EXERCISE DESCRIPTION: Transcribe every entry word for word. Skip the pictures.

EXERCISE MATERIALS:
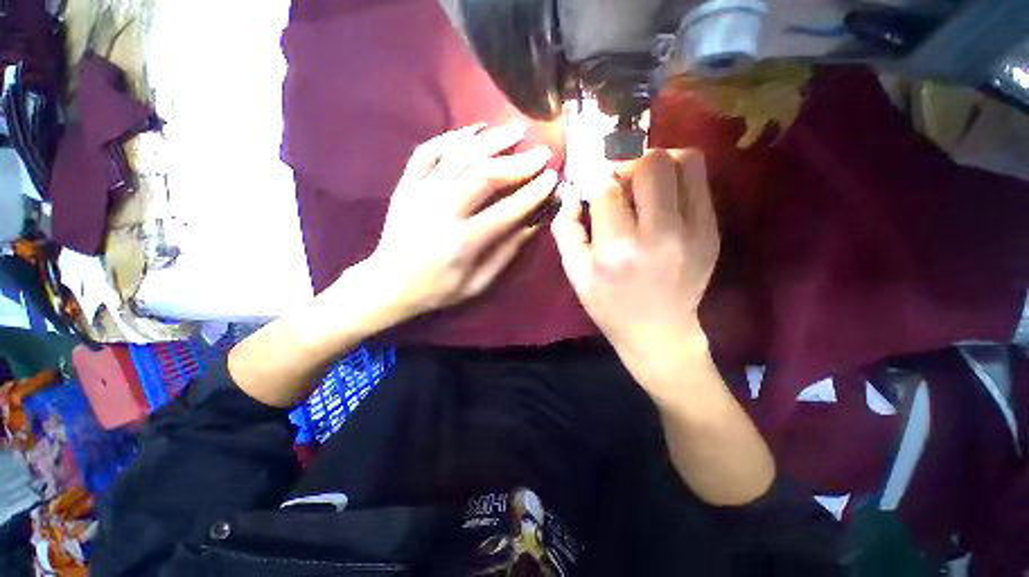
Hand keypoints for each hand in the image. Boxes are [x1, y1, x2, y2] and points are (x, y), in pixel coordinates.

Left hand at [362, 122, 556, 319]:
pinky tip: (474, 131)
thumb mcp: (478, 283)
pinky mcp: (406, 185)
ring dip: (492, 141)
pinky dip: (452, 137)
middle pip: (485, 176)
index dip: (533, 193)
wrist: (390, 284)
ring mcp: (420, 194)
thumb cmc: (439, 289)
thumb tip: (533, 223)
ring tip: (517, 130)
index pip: (507, 211)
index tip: (552, 178)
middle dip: (519, 161)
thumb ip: (506, 253)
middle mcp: (442, 212)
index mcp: (463, 242)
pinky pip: (428, 151)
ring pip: (459, 157)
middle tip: (542, 152)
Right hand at [551, 149, 719, 392]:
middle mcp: (660, 233)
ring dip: (657, 162)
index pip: (606, 189)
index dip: (594, 179)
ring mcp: (695, 230)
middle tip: (617, 182)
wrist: (659, 331)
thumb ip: (566, 230)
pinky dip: (677, 177)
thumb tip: (574, 193)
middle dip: (627, 164)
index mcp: (618, 249)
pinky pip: (699, 181)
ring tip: (642, 184)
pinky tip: (661, 198)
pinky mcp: (712, 230)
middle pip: (651, 163)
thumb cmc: (610, 305)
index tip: (591, 185)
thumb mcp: (575, 275)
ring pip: (685, 161)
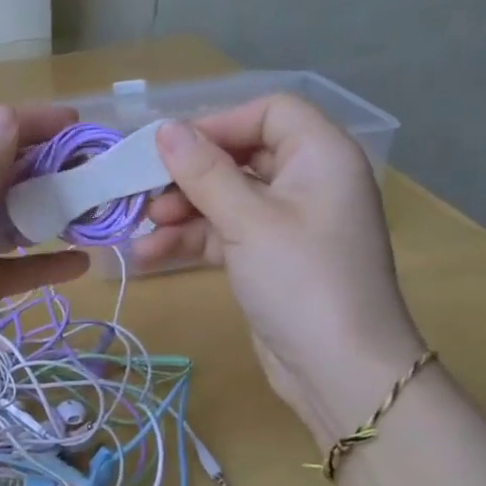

SOLUTION TO THIS PROBLEM:
Hand keypoints for each hand in the image. Boxes are [x1, y1, x2, y2] and points are (x, y), in pixel coordinates.

Left hand at [362, 122, 556, 319]:
pinky tip: (474, 131)
thumb mcp: (478, 283)
pinky mcp: (406, 185)
ring dip: (492, 141)
pinky dip: (452, 137)
middle pip: (485, 176)
index dip: (533, 193)
wrist: (390, 284)
ring mcp: (420, 194)
thumb cmc: (439, 289)
thumb tip: (533, 223)
ring tip: (517, 130)
index pip: (507, 211)
index tip: (552, 178)
middle dip: (519, 161)
thumb ip: (506, 253)
middle mcp: (442, 212)
index mcp: (463, 242)
pinky pip: (428, 151)
ring pip: (459, 157)
middle tip: (542, 152)
Right hand at [551, 149, 719, 392]:
middle mcp: (660, 233)
ring dip: (657, 162)
index pip: (606, 189)
index dip: (594, 179)
ring mcp: (695, 230)
middle tip: (617, 182)
wrist: (659, 331)
thumb ip: (566, 230)
pinky dip: (677, 177)
thumb tip: (574, 193)
middle dip: (627, 164)
index mcp: (618, 249)
pinky pip: (699, 181)
ring tip: (642, 184)
pinky tip: (661, 198)
pinky mcp: (712, 230)
middle pip: (651, 163)
thumb cmc: (610, 305)
index tip: (591, 185)
thumb mcp: (575, 275)
ring pip: (685, 161)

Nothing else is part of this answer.